Exercise objective: All lines holding the string "canvas" should be copied from the data below.

** Information supplied follows **

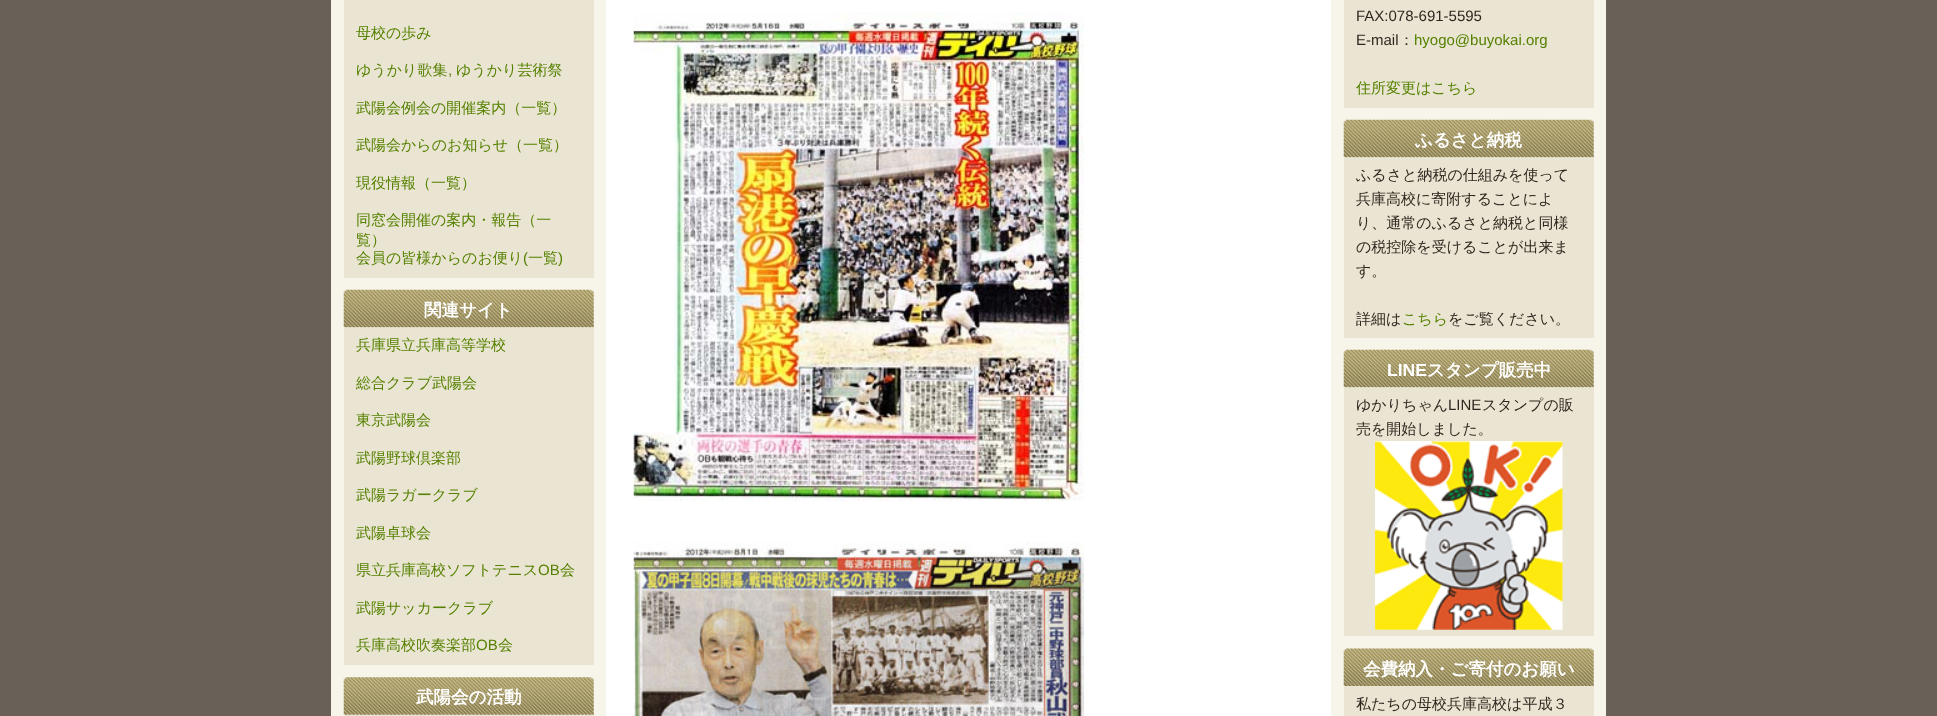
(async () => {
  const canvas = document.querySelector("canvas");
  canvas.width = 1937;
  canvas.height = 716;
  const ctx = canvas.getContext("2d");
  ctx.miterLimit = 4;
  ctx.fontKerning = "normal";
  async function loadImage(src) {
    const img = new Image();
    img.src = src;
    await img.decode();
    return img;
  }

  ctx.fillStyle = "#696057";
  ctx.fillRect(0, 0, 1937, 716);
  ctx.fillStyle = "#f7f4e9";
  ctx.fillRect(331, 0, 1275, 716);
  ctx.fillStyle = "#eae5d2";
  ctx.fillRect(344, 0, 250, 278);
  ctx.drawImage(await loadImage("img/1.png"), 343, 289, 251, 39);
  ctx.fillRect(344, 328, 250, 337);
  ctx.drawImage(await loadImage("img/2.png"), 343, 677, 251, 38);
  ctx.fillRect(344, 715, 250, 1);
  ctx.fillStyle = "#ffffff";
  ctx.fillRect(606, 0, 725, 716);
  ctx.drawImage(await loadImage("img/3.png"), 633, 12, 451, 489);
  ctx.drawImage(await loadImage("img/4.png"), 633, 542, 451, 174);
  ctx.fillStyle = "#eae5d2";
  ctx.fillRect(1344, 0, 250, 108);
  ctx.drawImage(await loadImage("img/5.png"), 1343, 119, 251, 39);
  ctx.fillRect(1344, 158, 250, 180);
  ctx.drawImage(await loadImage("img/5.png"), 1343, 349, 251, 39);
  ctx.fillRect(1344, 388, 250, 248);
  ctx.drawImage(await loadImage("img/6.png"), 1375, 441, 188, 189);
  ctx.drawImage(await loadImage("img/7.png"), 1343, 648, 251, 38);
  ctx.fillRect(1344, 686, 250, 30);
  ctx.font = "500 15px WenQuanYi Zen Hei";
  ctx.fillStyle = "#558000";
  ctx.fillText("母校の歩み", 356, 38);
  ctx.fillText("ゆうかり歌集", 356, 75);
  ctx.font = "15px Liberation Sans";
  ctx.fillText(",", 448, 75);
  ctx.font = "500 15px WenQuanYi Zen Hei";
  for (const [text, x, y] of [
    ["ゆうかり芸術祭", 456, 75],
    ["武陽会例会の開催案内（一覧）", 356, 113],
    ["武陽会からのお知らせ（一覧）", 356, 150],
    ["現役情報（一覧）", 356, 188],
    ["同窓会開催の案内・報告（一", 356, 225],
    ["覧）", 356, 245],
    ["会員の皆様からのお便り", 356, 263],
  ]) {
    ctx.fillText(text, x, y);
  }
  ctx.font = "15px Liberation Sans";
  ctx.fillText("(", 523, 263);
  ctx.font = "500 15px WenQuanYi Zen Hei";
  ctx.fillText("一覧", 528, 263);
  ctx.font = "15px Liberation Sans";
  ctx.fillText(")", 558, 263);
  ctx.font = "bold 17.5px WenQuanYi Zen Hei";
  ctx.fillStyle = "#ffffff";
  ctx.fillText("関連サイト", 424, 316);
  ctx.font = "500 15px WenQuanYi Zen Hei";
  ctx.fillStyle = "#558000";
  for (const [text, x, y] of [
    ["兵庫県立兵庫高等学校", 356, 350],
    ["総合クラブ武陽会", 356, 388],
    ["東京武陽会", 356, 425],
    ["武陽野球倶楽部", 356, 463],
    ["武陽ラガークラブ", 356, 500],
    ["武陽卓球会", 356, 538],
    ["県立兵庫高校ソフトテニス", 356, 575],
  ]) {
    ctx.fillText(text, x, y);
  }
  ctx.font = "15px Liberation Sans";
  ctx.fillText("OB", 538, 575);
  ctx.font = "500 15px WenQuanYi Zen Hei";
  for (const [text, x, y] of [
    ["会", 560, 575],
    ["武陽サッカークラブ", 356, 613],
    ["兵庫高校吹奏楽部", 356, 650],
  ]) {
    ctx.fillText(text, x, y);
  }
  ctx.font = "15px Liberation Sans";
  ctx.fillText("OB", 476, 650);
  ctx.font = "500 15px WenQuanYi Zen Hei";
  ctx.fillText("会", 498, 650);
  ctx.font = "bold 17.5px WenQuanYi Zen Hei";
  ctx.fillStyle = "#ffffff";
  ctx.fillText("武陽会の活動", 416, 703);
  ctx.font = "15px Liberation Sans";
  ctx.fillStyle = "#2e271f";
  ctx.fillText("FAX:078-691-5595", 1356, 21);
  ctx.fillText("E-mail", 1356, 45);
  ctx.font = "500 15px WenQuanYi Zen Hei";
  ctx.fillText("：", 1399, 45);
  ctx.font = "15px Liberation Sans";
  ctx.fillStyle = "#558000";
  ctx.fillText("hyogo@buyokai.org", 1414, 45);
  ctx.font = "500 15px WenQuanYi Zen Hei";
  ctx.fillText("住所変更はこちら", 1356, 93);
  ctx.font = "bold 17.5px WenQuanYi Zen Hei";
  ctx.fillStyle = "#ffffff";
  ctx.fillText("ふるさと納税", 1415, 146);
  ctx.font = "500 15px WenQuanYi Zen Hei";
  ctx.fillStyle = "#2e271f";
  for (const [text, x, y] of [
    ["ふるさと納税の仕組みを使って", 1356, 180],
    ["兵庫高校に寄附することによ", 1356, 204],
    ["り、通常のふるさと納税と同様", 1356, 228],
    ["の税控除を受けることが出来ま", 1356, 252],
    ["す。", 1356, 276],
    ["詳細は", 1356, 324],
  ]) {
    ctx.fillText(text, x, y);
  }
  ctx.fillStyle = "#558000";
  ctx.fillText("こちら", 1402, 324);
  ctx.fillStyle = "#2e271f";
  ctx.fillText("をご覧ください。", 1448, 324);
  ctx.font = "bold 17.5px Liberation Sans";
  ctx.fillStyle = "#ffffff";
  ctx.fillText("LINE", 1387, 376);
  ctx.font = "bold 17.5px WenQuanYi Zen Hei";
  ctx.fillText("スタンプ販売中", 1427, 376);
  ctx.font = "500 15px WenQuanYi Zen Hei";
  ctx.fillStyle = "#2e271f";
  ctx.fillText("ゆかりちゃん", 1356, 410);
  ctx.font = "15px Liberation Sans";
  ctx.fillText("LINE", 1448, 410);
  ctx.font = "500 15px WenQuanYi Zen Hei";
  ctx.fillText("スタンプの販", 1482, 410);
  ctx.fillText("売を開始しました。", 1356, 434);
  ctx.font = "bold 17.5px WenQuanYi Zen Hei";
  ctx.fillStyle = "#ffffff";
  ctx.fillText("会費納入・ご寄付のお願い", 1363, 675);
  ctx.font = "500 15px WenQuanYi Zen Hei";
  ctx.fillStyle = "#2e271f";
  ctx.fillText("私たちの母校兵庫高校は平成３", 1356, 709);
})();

** End of Information supplied **
** Information supplied follows **

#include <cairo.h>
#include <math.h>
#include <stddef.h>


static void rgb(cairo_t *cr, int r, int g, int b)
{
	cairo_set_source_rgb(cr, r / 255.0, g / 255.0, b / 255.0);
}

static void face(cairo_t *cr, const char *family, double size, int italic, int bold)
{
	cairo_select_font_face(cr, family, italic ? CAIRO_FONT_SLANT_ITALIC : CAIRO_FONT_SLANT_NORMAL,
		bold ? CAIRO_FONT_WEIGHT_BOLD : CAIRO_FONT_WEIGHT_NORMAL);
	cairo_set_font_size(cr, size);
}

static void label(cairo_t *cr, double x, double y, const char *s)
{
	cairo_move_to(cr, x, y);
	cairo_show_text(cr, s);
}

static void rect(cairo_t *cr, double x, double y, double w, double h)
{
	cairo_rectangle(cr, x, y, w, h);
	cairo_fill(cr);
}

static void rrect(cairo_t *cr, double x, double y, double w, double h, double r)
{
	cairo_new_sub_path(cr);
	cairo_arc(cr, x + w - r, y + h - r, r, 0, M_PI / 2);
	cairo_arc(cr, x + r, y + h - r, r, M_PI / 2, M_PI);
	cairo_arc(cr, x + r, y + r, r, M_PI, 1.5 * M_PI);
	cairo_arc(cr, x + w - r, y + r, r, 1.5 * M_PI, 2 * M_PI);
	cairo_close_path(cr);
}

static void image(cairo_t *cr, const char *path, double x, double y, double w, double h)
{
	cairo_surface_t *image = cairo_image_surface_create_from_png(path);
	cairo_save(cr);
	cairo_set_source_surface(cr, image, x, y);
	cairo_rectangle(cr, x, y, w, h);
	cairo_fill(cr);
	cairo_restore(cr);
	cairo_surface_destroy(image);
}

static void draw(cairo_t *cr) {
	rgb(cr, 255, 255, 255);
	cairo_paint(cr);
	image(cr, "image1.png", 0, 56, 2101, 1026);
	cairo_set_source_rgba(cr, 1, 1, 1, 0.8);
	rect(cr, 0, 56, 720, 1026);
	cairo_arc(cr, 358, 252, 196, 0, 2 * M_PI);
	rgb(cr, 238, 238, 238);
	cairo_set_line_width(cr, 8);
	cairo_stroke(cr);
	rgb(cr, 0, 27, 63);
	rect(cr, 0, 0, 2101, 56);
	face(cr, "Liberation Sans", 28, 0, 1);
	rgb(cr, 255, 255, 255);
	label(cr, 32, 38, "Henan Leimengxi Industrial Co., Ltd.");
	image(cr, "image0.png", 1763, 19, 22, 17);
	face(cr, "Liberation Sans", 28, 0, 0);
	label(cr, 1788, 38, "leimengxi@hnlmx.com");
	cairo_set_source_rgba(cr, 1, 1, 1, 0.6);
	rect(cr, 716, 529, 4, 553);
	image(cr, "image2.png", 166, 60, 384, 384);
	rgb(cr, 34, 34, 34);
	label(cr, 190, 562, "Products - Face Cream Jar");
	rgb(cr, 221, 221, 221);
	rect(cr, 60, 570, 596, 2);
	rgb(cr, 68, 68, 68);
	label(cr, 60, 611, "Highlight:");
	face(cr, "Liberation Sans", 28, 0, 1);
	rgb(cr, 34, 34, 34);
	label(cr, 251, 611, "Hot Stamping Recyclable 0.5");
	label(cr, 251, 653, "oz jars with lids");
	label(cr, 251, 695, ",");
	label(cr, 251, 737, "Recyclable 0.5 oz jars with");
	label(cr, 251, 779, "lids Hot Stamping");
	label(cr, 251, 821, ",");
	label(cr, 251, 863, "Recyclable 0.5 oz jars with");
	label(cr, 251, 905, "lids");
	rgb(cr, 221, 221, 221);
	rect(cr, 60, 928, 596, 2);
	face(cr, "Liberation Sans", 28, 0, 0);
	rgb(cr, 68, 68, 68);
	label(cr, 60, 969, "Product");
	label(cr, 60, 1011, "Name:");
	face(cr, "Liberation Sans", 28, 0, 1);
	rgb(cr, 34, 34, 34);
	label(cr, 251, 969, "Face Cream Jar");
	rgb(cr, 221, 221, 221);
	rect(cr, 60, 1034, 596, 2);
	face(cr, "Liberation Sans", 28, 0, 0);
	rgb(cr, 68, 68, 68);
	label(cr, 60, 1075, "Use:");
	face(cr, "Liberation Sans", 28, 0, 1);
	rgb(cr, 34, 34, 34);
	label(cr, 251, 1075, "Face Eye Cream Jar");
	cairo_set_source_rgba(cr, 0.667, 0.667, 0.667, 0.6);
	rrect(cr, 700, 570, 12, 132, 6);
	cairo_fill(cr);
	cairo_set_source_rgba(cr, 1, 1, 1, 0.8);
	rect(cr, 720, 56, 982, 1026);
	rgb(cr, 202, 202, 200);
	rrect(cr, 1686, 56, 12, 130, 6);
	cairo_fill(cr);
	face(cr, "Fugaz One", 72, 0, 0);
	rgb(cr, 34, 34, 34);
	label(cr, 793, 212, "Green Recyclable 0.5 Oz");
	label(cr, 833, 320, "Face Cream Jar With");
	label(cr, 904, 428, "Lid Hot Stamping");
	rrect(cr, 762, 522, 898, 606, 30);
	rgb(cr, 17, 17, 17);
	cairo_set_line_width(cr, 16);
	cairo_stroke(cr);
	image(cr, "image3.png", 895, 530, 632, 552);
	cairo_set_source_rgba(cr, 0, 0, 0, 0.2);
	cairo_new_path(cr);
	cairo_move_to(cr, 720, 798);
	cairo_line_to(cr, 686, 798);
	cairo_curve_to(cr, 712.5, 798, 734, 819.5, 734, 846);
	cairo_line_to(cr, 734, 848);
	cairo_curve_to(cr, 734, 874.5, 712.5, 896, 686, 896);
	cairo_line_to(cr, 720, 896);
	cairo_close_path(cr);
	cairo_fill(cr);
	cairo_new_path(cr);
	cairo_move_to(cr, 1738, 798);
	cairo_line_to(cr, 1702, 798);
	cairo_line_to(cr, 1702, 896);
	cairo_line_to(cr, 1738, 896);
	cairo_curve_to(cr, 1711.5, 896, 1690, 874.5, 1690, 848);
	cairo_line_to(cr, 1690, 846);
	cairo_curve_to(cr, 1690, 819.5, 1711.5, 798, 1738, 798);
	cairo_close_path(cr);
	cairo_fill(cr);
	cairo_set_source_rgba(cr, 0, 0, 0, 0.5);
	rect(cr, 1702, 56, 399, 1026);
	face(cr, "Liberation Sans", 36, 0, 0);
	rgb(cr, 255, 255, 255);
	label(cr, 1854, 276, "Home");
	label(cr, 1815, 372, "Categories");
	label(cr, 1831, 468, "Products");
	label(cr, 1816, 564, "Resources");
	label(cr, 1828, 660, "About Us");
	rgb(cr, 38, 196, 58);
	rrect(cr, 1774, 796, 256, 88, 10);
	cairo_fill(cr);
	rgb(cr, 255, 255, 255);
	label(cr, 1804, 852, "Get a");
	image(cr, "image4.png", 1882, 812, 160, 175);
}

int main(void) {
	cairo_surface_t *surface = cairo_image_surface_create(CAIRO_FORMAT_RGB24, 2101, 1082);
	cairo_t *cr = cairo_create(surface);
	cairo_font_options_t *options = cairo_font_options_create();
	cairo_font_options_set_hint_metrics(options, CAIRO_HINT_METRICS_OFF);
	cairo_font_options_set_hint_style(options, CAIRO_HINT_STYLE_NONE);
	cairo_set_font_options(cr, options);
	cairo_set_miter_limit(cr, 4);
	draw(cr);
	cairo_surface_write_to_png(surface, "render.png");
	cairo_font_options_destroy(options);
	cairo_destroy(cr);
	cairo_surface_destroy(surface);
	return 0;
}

** End of Information supplied **

Your solution:
  const canvas = document.querySelector("canvas");
  canvas.width = 1937;
  canvas.height = 716;
  const ctx = canvas.getContext("2d");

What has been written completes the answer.